[Stored records]
════════════════

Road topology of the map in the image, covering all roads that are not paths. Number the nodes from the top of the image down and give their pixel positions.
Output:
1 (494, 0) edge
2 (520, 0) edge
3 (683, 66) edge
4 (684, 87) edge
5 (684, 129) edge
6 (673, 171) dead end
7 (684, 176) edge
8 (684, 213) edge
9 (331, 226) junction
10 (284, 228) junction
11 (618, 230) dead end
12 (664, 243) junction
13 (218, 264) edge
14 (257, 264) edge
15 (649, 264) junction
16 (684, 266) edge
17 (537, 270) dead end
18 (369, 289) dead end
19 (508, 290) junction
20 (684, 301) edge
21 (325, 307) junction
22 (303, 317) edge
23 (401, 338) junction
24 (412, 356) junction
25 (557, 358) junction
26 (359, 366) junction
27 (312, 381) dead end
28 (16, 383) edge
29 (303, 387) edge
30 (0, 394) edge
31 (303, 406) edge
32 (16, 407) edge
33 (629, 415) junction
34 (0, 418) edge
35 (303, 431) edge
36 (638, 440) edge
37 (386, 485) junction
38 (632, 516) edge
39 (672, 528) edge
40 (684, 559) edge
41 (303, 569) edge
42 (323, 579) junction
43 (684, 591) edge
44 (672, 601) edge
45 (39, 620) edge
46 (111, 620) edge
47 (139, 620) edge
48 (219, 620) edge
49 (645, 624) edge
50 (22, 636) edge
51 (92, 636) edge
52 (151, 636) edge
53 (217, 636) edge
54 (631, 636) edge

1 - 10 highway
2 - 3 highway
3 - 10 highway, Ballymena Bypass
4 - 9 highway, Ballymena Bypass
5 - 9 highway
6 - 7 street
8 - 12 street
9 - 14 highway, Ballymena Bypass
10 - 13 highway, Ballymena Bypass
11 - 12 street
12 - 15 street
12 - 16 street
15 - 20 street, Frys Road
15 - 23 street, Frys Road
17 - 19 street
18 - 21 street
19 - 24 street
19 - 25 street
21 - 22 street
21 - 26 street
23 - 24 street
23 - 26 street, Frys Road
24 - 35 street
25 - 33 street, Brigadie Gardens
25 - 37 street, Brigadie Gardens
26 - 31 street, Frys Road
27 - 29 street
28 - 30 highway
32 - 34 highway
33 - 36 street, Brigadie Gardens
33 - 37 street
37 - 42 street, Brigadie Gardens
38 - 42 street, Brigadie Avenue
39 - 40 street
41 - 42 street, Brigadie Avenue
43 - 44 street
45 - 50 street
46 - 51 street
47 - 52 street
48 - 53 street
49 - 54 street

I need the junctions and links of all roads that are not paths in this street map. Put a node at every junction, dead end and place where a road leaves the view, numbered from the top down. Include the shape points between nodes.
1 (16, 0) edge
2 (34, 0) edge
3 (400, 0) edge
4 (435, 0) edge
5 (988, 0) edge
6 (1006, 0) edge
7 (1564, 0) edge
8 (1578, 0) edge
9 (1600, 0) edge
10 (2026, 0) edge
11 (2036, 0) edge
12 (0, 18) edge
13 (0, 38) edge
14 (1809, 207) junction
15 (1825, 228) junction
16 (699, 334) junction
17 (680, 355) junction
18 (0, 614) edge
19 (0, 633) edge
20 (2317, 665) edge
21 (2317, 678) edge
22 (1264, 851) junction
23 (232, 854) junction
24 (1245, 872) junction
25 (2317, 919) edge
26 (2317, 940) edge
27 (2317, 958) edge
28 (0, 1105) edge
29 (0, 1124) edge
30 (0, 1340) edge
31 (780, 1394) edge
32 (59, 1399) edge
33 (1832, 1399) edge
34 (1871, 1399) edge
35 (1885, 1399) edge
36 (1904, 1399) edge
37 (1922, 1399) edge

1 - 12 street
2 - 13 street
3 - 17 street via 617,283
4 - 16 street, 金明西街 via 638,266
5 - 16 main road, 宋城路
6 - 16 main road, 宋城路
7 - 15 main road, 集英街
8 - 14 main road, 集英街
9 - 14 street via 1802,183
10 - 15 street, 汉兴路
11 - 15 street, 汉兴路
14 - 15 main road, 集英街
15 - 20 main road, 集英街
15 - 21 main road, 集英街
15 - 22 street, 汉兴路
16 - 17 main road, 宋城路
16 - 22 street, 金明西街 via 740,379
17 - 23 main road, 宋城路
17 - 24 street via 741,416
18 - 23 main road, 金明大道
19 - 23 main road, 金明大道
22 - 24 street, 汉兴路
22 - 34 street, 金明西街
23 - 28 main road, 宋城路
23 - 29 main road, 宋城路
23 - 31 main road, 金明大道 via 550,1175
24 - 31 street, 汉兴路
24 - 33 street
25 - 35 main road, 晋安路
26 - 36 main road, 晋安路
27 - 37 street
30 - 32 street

════════════════

● **PROBLEM DESCRIPTION**:
Reproduce the records above in full, without altering a single character.

● **RESPONSE**:
Road topology of the map in the image, covering all roads that are not paths. Number the nodes from the top of the image down and give their pixel positions.
Output:
1 (494, 0) edge
2 (520, 0) edge
3 (683, 66) edge
4 (684, 87) edge
5 (684, 129) edge
6 (673, 171) dead end
7 (684, 176) edge
8 (684, 213) edge
9 (331, 226) junction
10 (284, 228) junction
11 (618, 230) dead end
12 (664, 243) junction
13 (218, 264) edge
14 (257, 264) edge
15 (649, 264) junction
16 (684, 266) edge
17 (537, 270) dead end
18 (369, 289) dead end
19 (508, 290) junction
20 (684, 301) edge
21 (325, 307) junction
22 (303, 317) edge
23 (401, 338) junction
24 (412, 356) junction
25 (557, 358) junction
26 (359, 366) junction
27 (312, 381) dead end
28 (16, 383) edge
29 (303, 387) edge
30 (0, 394) edge
31 (303, 406) edge
32 (16, 407) edge
33 (629, 415) junction
34 (0, 418) edge
35 (303, 431) edge
36 (638, 440) edge
37 (386, 485) junction
38 (632, 516) edge
39 (672, 528) edge
40 (684, 559) edge
41 (303, 569) edge
42 (323, 579) junction
43 (684, 591) edge
44 (672, 601) edge
45 (39, 620) edge
46 (111, 620) edge
47 (139, 620) edge
48 (219, 620) edge
49 (645, 624) edge
50 (22, 636) edge
51 (92, 636) edge
52 (151, 636) edge
53 (217, 636) edge
54 (631, 636) edge

1 - 10 highway
2 - 3 highway
3 - 10 highway, Ballymena Bypass
4 - 9 highway, Ballymena Bypass
5 - 9 highway
6 - 7 street
8 - 12 street
9 - 14 highway, Ballymena Bypass
10 - 13 highway, Ballymena Bypass
11 - 12 street
12 - 15 street
12 - 16 street
15 - 20 street, Frys Road
15 - 23 street, Frys Road
17 - 19 street
18 - 21 street
19 - 24 street
19 - 25 street
21 - 22 street
21 - 26 street
23 - 24 street
23 - 26 street, Frys Road
24 - 35 street
25 - 33 street, Brigadie Gardens
25 - 37 street, Brigadie Gardens
26 - 31 street, Frys Road
27 - 29 street
28 - 30 highway
32 - 34 highway
33 - 36 street, Brigadie Gardens
33 - 37 street
37 - 42 street, Brigadie Gardens
38 - 42 street, Brigadie Avenue
39 - 40 street
41 - 42 street, Brigadie Avenue
43 - 44 street
45 - 50 street
46 - 51 street
47 - 52 street
48 - 53 street
49 - 54 street

I need the junctions and links of all roads that are not paths in this street map. Put a node at every junction, dead end and place where a road leaves the view, numbered from the top down. Include the shape points between nodes.
1 (16, 0) edge
2 (34, 0) edge
3 (400, 0) edge
4 (435, 0) edge
5 (988, 0) edge
6 (1006, 0) edge
7 (1564, 0) edge
8 (1578, 0) edge
9 (1600, 0) edge
10 (2026, 0) edge
11 (2036, 0) edge
12 (0, 18) edge
13 (0, 38) edge
14 (1809, 207) junction
15 (1825, 228) junction
16 (699, 334) junction
17 (680, 355) junction
18 (0, 614) edge
19 (0, 633) edge
20 (2317, 665) edge
21 (2317, 678) edge
22 (1264, 851) junction
23 (232, 854) junction
24 (1245, 872) junction
25 (2317, 919) edge
26 (2317, 940) edge
27 (2317, 958) edge
28 (0, 1105) edge
29 (0, 1124) edge
30 (0, 1340) edge
31 (780, 1394) edge
32 (59, 1399) edge
33 (1832, 1399) edge
34 (1871, 1399) edge
35 (1885, 1399) edge
36 (1904, 1399) edge
37 (1922, 1399) edge

1 - 12 street
2 - 13 street
3 - 17 street via 617,283
4 - 16 street, 金明西街 via 638,266
5 - 16 main road, 宋城路
6 - 16 main road, 宋城路
7 - 15 main road, 集英街
8 - 14 main road, 集英街
9 - 14 street via 1802,183
10 - 15 street, 汉兴路
11 - 15 street, 汉兴路
14 - 15 main road, 集英街
15 - 20 main road, 集英街
15 - 21 main road, 集英街
15 - 22 street, 汉兴路
16 - 17 main road, 宋城路
16 - 22 street, 金明西街 via 740,379
17 - 23 main road, 宋城路
17 - 24 street via 741,416
18 - 23 main road, 金明大道
19 - 23 main road, 金明大道
22 - 24 street, 汉兴路
22 - 34 street, 金明西街
23 - 28 main road, 宋城路
23 - 29 main road, 宋城路
23 - 31 main road, 金明大道 via 550,1175
24 - 31 street, 汉兴路
24 - 33 street
25 - 35 main road, 晋安路
26 - 36 main road, 晋安路
27 - 37 street
30 - 32 street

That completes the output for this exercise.